▶ Task brief: Looking at the records below, say how many lines include "from", and add nothing else.

══════════════════════════════

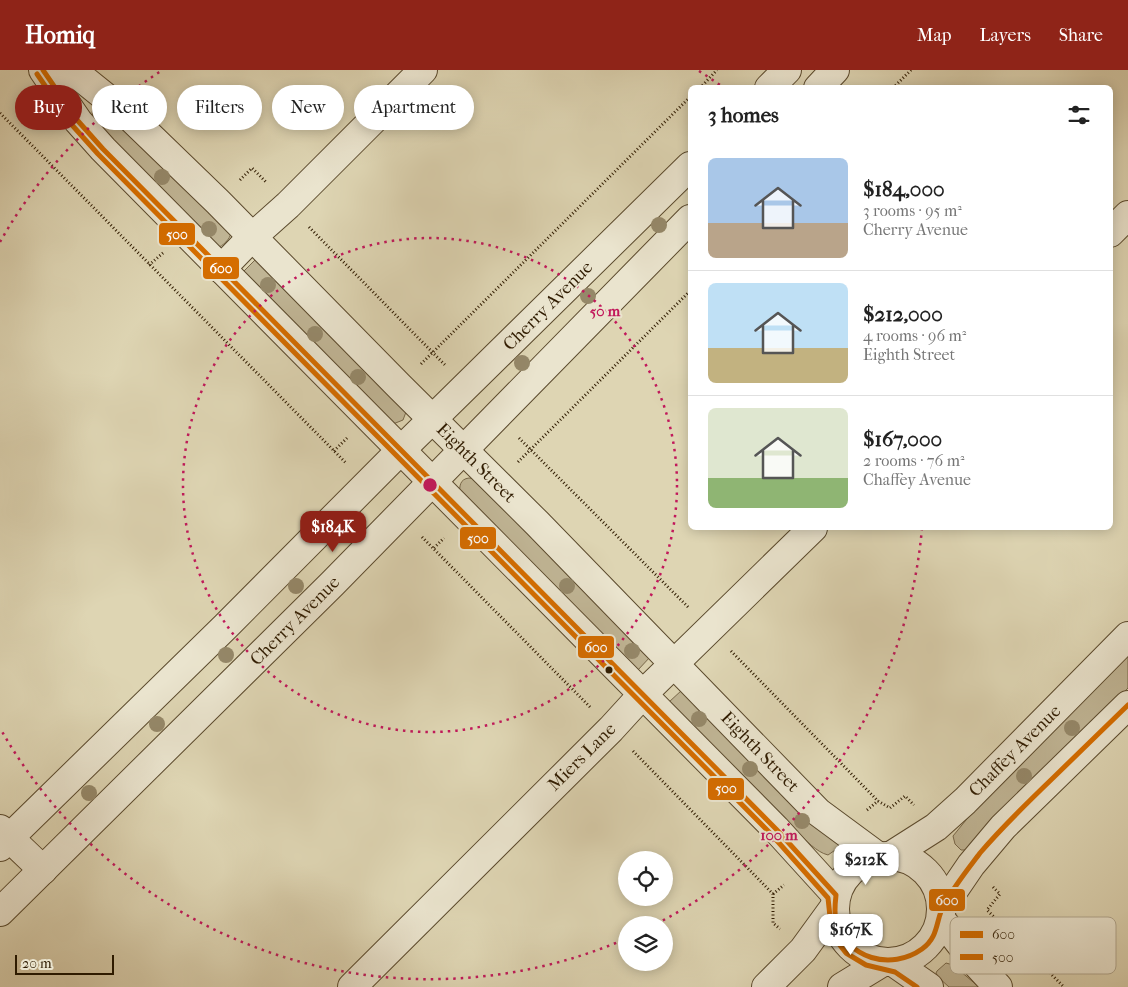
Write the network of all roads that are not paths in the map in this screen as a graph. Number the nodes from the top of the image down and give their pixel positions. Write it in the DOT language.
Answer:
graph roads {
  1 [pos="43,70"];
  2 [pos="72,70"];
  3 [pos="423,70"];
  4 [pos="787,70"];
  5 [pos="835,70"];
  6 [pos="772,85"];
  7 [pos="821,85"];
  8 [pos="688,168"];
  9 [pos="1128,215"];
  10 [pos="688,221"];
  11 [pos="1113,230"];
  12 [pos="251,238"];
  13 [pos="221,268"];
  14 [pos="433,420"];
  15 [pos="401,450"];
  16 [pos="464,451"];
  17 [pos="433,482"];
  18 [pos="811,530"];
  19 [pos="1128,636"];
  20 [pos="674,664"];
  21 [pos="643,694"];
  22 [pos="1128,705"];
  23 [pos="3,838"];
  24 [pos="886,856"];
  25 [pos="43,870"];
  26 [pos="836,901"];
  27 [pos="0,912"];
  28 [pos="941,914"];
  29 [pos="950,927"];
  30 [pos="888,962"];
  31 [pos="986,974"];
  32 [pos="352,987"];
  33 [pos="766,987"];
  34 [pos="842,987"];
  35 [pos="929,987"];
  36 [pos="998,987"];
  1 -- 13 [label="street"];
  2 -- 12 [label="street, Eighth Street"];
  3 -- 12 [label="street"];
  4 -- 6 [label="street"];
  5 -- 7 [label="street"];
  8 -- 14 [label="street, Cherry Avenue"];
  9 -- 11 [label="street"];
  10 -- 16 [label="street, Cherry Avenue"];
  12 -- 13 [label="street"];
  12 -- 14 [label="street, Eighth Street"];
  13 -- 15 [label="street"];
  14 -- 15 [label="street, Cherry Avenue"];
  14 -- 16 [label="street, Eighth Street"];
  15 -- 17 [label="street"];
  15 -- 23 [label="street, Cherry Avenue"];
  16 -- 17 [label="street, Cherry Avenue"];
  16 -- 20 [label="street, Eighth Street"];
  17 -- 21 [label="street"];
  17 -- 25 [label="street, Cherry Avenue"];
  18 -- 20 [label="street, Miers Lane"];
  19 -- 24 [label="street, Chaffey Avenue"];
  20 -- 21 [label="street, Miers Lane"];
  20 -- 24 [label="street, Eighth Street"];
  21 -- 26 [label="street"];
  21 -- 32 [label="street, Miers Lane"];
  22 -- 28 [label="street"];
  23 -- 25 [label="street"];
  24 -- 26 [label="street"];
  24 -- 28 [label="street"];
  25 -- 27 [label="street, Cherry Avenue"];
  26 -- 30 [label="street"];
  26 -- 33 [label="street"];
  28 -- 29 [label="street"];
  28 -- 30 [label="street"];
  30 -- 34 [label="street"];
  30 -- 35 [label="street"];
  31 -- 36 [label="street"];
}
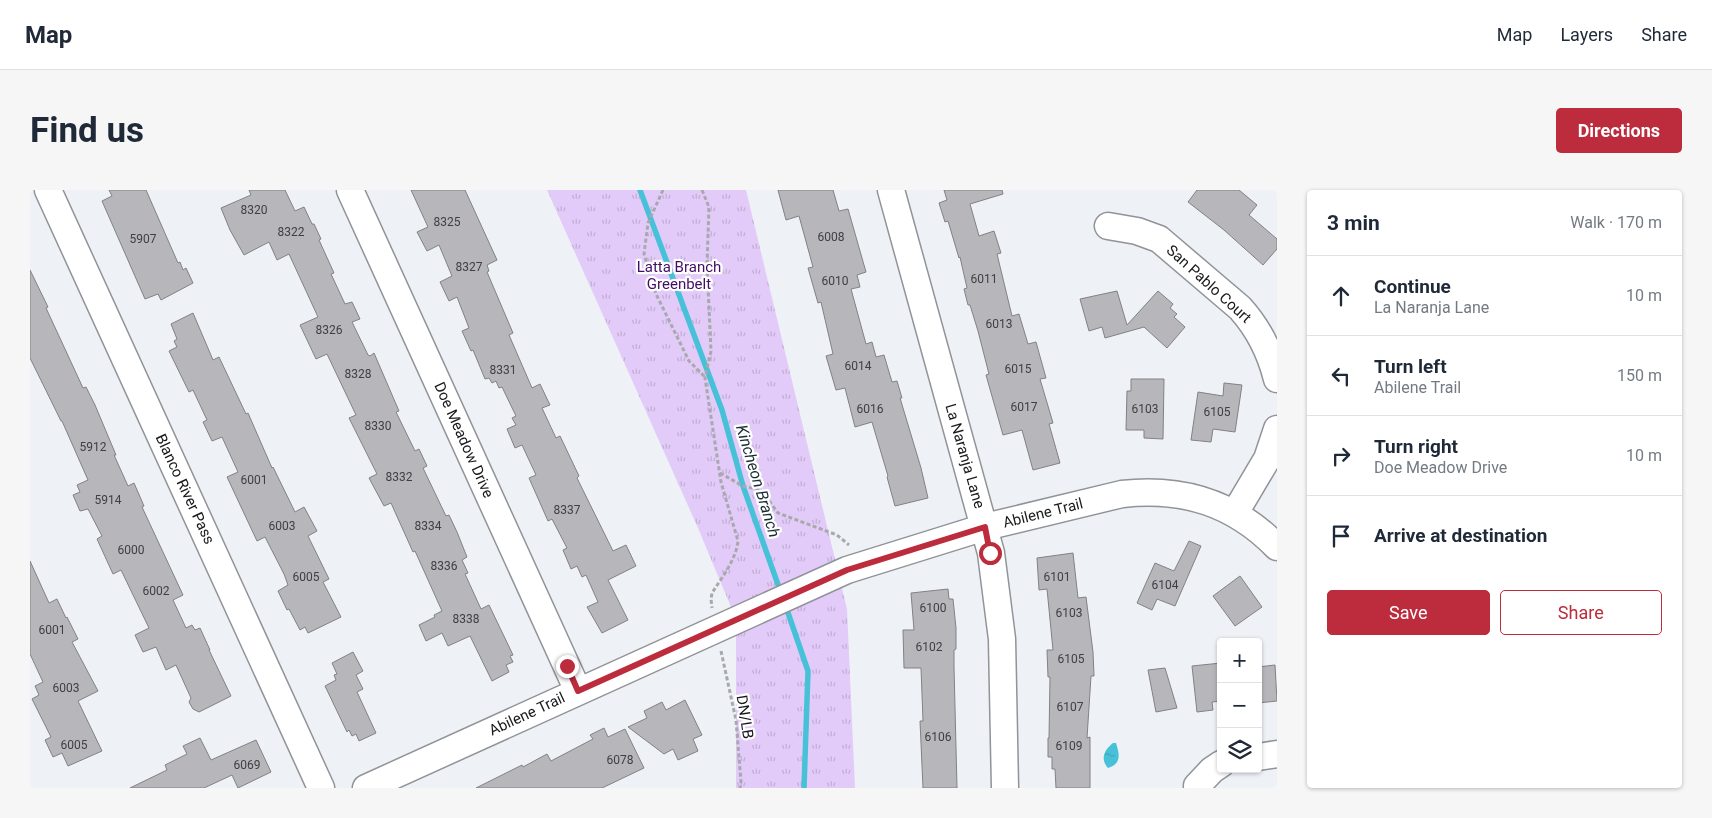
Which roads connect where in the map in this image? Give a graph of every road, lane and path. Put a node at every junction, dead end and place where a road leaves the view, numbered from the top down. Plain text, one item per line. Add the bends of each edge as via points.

══════════════════════════════

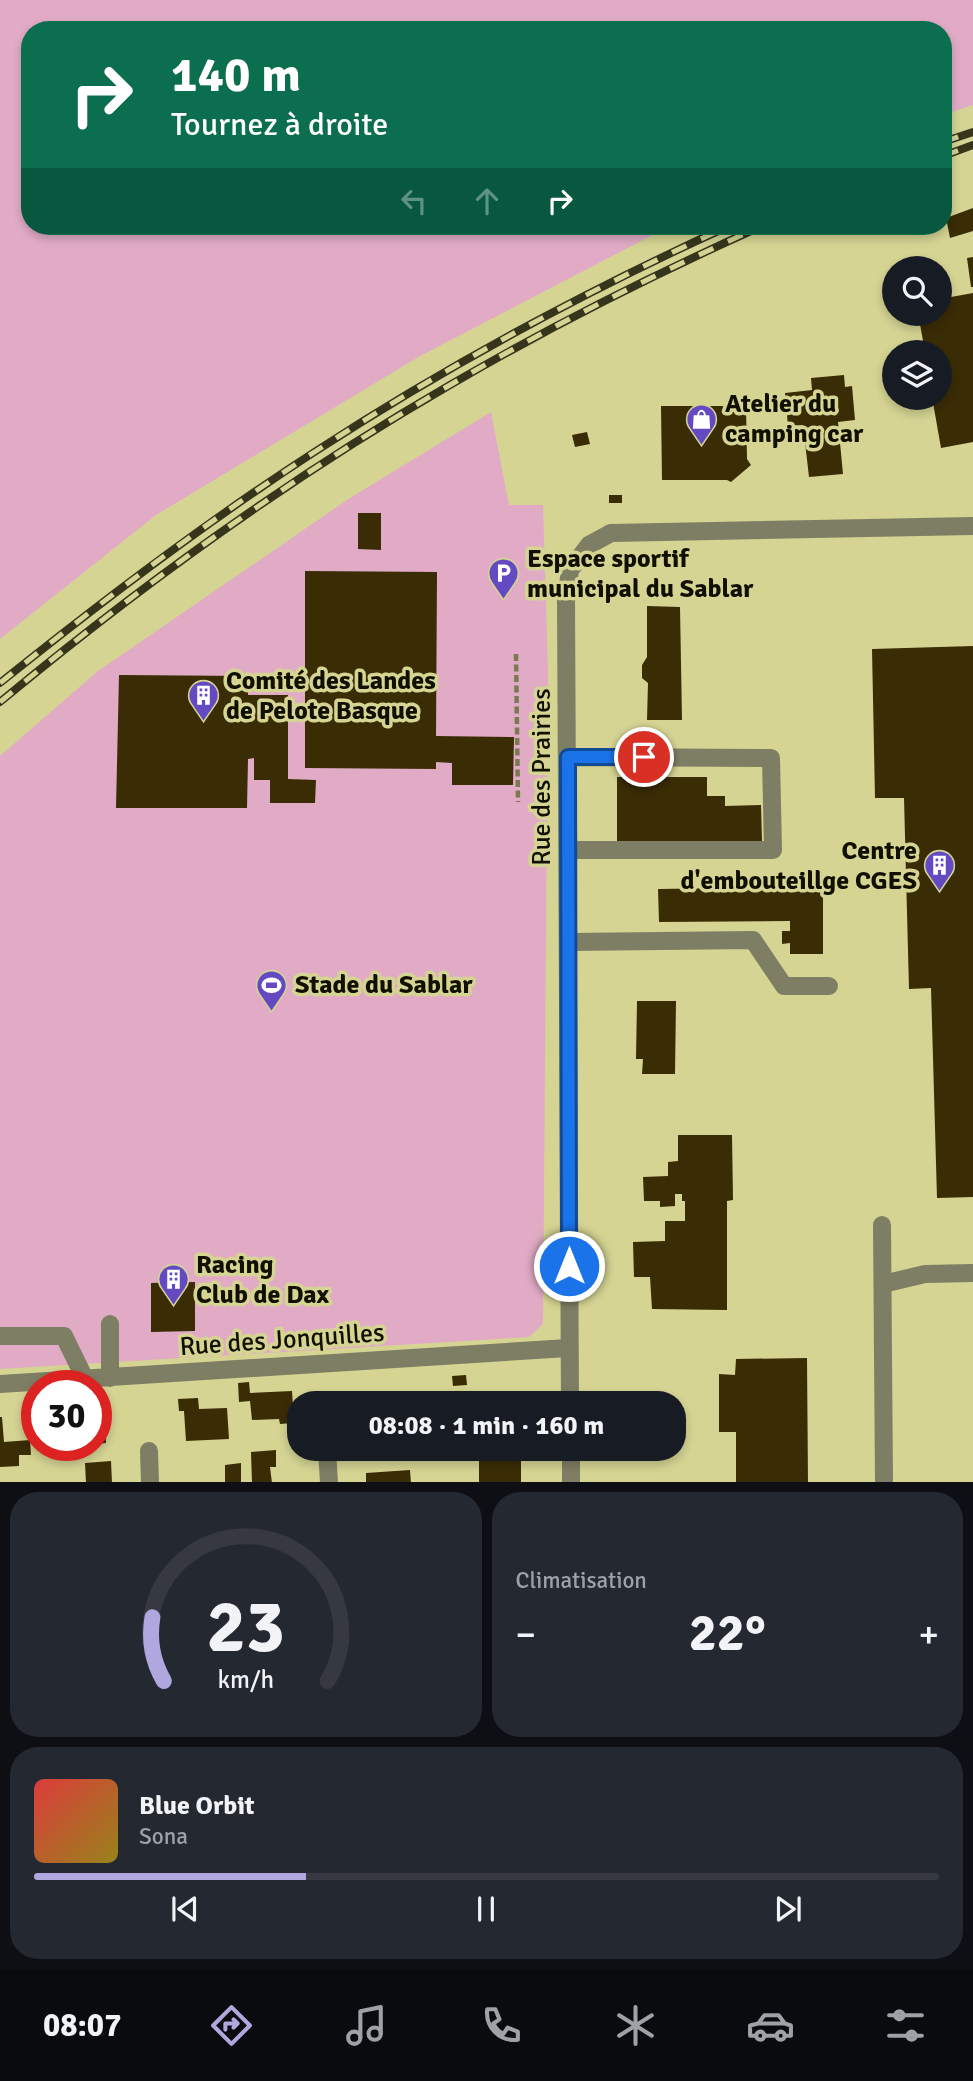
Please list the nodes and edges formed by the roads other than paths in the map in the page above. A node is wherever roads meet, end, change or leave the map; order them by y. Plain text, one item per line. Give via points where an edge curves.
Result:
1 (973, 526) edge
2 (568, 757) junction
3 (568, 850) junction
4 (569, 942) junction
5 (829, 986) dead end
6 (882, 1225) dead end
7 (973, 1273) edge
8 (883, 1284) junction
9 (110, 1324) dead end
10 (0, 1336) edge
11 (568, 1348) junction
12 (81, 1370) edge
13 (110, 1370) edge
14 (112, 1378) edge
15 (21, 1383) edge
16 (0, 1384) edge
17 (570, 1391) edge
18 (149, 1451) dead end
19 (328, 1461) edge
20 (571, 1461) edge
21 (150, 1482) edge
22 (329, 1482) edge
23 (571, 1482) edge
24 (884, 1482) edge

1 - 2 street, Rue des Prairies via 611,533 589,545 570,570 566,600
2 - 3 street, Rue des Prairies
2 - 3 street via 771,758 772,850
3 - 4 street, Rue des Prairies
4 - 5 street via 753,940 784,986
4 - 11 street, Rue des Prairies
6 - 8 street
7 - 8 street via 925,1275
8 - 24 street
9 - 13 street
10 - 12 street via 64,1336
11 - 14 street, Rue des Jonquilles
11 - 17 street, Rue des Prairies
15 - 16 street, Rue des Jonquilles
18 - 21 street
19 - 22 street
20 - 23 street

══════════════════════════════

▶ Response to the exercise: 2